Y no lo hizo, pero tardó media hora en recuperar el color de la cara y, además, tuvo que probar el algodón dulce porque Paula insistió en que era parte de la experiencia.
Se quedaron en el parque hasta el anochecer, cuando el cielo se volvió de color púrpura y la ciudad de Sídney brillaba como una joya, sus luces reflejadas en el agua oscura del puerto.
Paula tomó su mano, pero no era suficiente. Quería esas manos por todas partes, quería esos ojos brillando de placer, oscureciéndose de pasión.
–Ya hemos visto suficiente –dijo, tirando de ella–. Hora de volver a casa para cenar.
Pero cuando llegaron al coche, Pedro tenía un objetivo en mente, y no era cenar.
–Ah, qué lujo –bromeó ella, arrellanándose en el asiento de piel.
Pedro tuvo que apretar el volante ante una repentina visión de Pau desnuda sobre ese asiento, su trasero deslizándose por la suave piel, las piernas abiertas, húmeda para él, solo para él.

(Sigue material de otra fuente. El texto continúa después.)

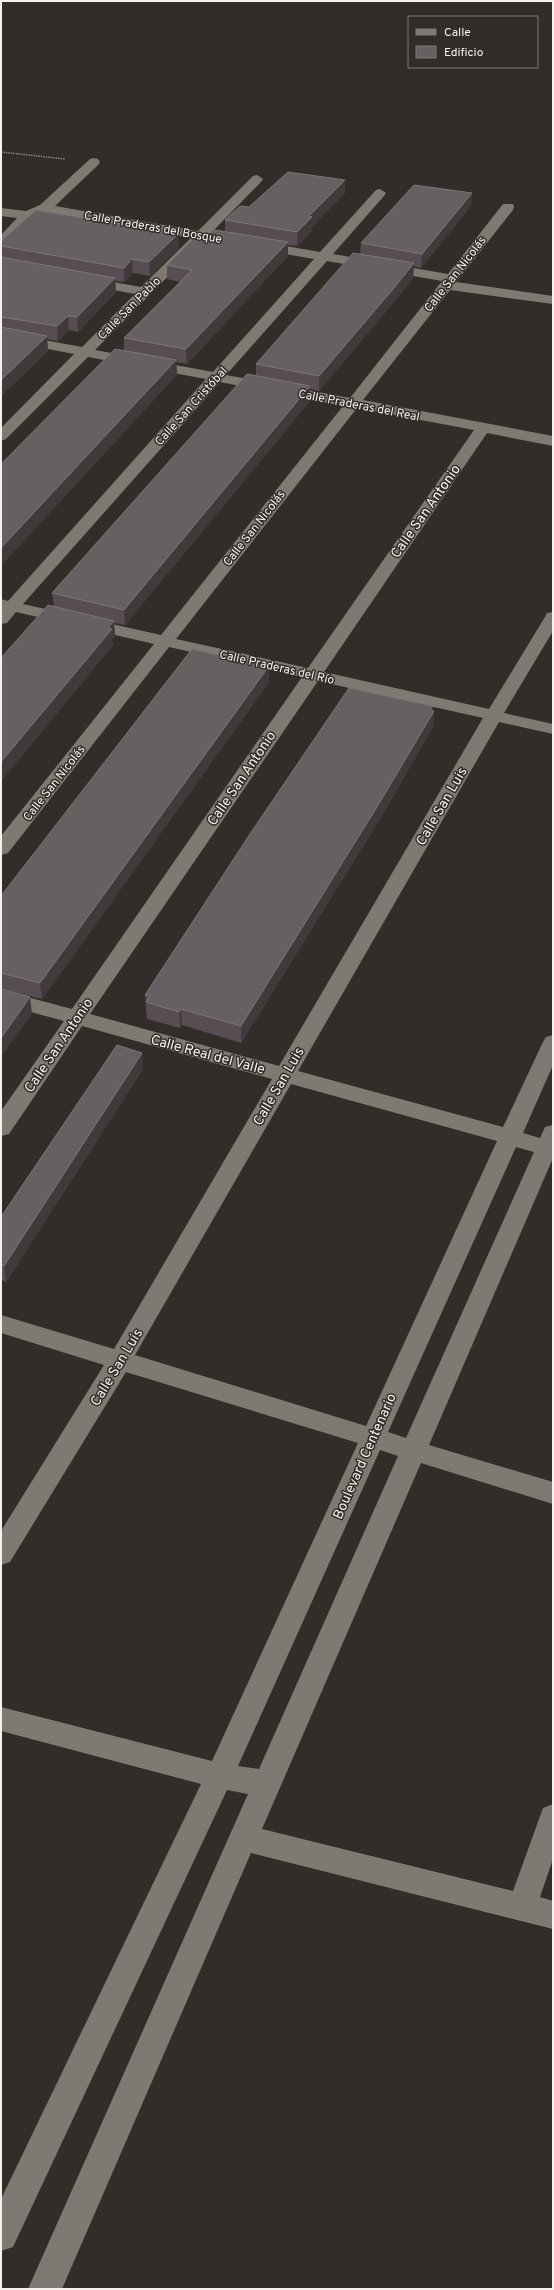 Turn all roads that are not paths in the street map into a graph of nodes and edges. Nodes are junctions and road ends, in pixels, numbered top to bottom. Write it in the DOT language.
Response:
graph roads {
  1 [pos="94,162"];
  2 [pos="257,179"];
  3 [pos="380,194"];
  4 [pos="508,207"];
  5 [pos="45,208"];
  6 [pos="1,212"];
  7 [pos="27,216"];
  8 [pos="201,236"];
  9 [pos="1,243"];
  10 [pos="324,257"];
  11 [pos="69,278"];
  12 [pos="449,282"];
  13 [pos="145,292"];
  14 [pos="553,300"];
  15 [pos="1,336"];
  16 [pos="85,352"];
  17 [pos="216,377"];
  18 [pos="353,404"];
  19 [pos="1,416"];
  20 [pos="18,420"];
  21 [pos="482,429"];
  22 [pos="1,436"];
  23 [pos="553,441"];
  24 [pos="5,610"];
  25 [pos="553,617"];
  26 [pos="165,642"];
  27 [pos="312,675"];
  28 [pos="494,715"];
  29 [pos="553,729"];
  30 [pos="1,849"];
  31 [pos="1,997"];
  32 [pos="76,1018"];
  33 [pos="553,1042"];
  34 [pos="285,1075"];
  35 [pos="1,1128"];
  36 [pos="510,1136"];
  37 [pos="551,1143"];
  38 [pos="1,1324"];
  39 [pos="120,1360"];
  40 [pos="372,1439"];
  41 [pos="414,1451"];
  42 [pos="553,1493"];
  43 [pos="1,1554"];
  44 [pos="1,1720"];
  45 [pos="219,1776"];
  46 [pos="268,1784"];
  47 [pos="553,1817"];
  48 [pos="244,1838"];
  49 [pos="522,1907"];
  50 [pos="553,1915"];
  51 [pos="1,2235"];
  52 [pos="45,2289"];
  1 -- 5 [label="street"];
  2 -- 8 [label="street, Calle San Pablo"];
  3 -- 10 [label="street, Calle San Cristóbal"];
  4 -- 12 [label="street, Calle San Nicolás"];
  5 -- 7 [label="street"];
  5 -- 8 [label="street, Calle Praderas del Bosque"];
  6 -- 7 [label="street"];
  7 -- 9 [label="street"];
  8 -- 10 [label="street, Calle Praderas del Bosque"];
  8 -- 13 [label="street, Calle San Pablo"];
  10 -- 12 [label="street, Calle Praderas del Bosque"];
  10 -- 17 [label="street, Calle San Cristóbal"];
  11 -- 13 [label="street"];
  12 -- 14 [label="street, Calle Praderas del Bosque"];
  12 -- 18 [label="street, Calle San Nicolás"];
  13 -- 16 [label="street, Calle San Pablo"];
  15 -- 16 [label="street, Calle Praderas del Real"];
  16 -- 17 [label="street, Calle Praderas del Real"];
  16 -- 20 [label="street, Calle San Pablo"];
  17 -- 18 [label="street, Calle Praderas del Real"];
  17 -- 24 [label="street, Calle San Cristóbal"];
  18 -- 21 [label="street, Calle Praderas del Real"];
  18 -- 26 [label="street, Calle San Nicolás"];
  19 -- 20 [label="street"];
  20 -- 22 [label="street, Calle San Pablo"];
  21 -- 23 [label="street, Calle Praderas del Real"];
  21 -- 27 [label="street, Calle San Antonio"];
  24 -- 26 [label="street, Calle Praderas del Río"];
  25 -- 28 [label="street, Calle San Luis"];
  26 -- 27 [label="street, Calle Praderas del Río"];
  26 -- 30 [label="street, Calle San Nicolás"];
  27 -- 28 [label="street, Calle Praderas del Río"];
  27 -- 32 [label="street, Calle San Antonio"];
  28 -- 29 [label="street, Calle Praderas del Río"];
  28 -- 34 [label="street, Calle San Luis"];
  31 -- 32 [label="street, Calle Real del Valle"];
  32 -- 34 [label="street, Calle Real del Valle"];
  32 -- 35 [label="street, Calle San Antonio"];
  33 -- 36 [label="street, Boulevard Centenario"];
  34 -- 36 [label="street, Calle Real del Valle"];
  34 -- 39 [label="street, Calle San Luis"];
  36 -- 37 [label="street, Calle Real del Valle"];
  36 -- 40 [label="street, Boulevard Centenario"];
  37 -- 41 [label="street"];
  38 -- 39 [label="street"];
  39 -- 40 [label="street"];
  39 -- 43 [label="street, Calle San Luis"];
  40 -- 41 [label="street"];
  40 -- 45 [label="street, Boulevard Centenario"];
  41 -- 42 [label="street"];
  41 -- 46 [label="street"];
  44 -- 45 [label="street"];
  45 -- 46 [label="street"];
  45 -- 51 [label="street, Boulevard Centenario"];
  46 -- 48 [label="street"];
  47 -- 49 [label="street"];
  48 -- 49 [label="street"];
  48 -- 52 [label="street"];
  49 -- 50 [label="street"];
}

Pedro sacudió la cabeza. Una imagen más y tendría que parar en el arcén para hacerlo realidad.
–¿Qué ocurre? –le preguntó Pau–. ¿Te duele algo?
–No, nada –respondió él, con voz ronca.
–¿En qué estabas pensando? –le preguntó Pau, tocando su rodilla.

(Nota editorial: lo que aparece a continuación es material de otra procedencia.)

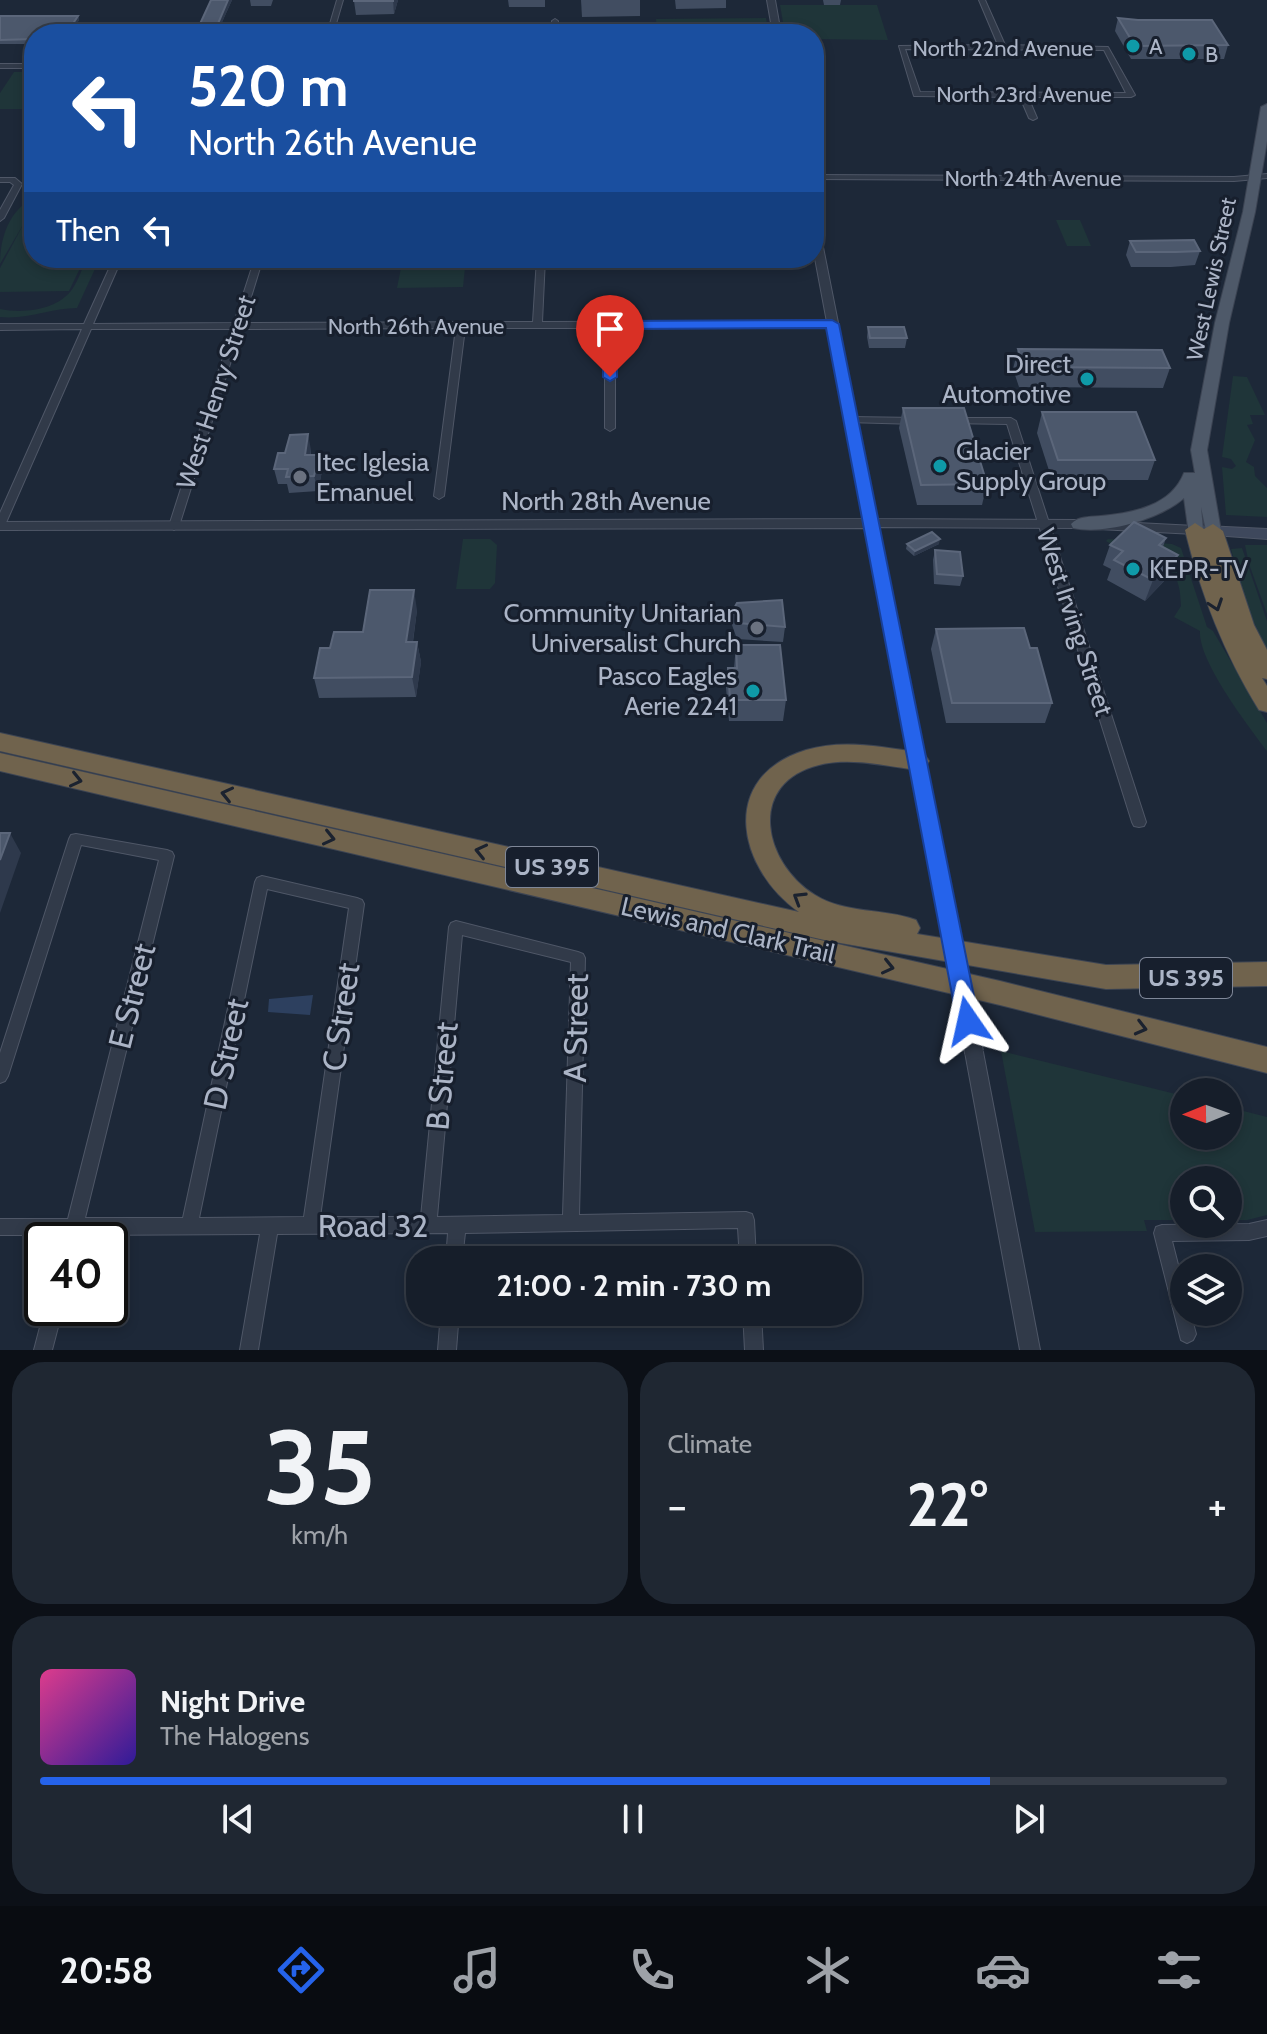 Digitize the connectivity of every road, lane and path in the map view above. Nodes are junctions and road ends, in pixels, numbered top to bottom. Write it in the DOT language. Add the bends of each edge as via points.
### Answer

–Nada de preguntas y nada de charla si quieres llegar a casa de una pieza.
Por el rabillo del ojo vio que esbozaba una sonrisa mientras se deshacía la coleta.
Le gustaría ser él quien hiciera eso, pensó, respirando el olor de su gel, el mismo de la noche anterior.
Tuvo que moverse, incómodo. Estaba reaccionando como un adolecente y no como un hombre adulto.
Cuando llegaron a casa detuvo el coche y apagó el motor.
En el silencio podía oír los latidos de su corazón y la suave respiración de Paula, que se había quedado dormida.
–Paula… despierta.
Ella abrió los ojos poco a poco.
–¿Ya hemos llegado?
–Sí, vamos.
Pero Pedro vaciló un momento antes de salir del coche.
¿Sería capaz de marcharse cuando decidieran que ya habían tenido suficiente? Aunque más bien sería ella quien le diese la espalda para salir con algún otro hombre.
Tenía que pensar eso, así sería más fácil mantener la perspectiva.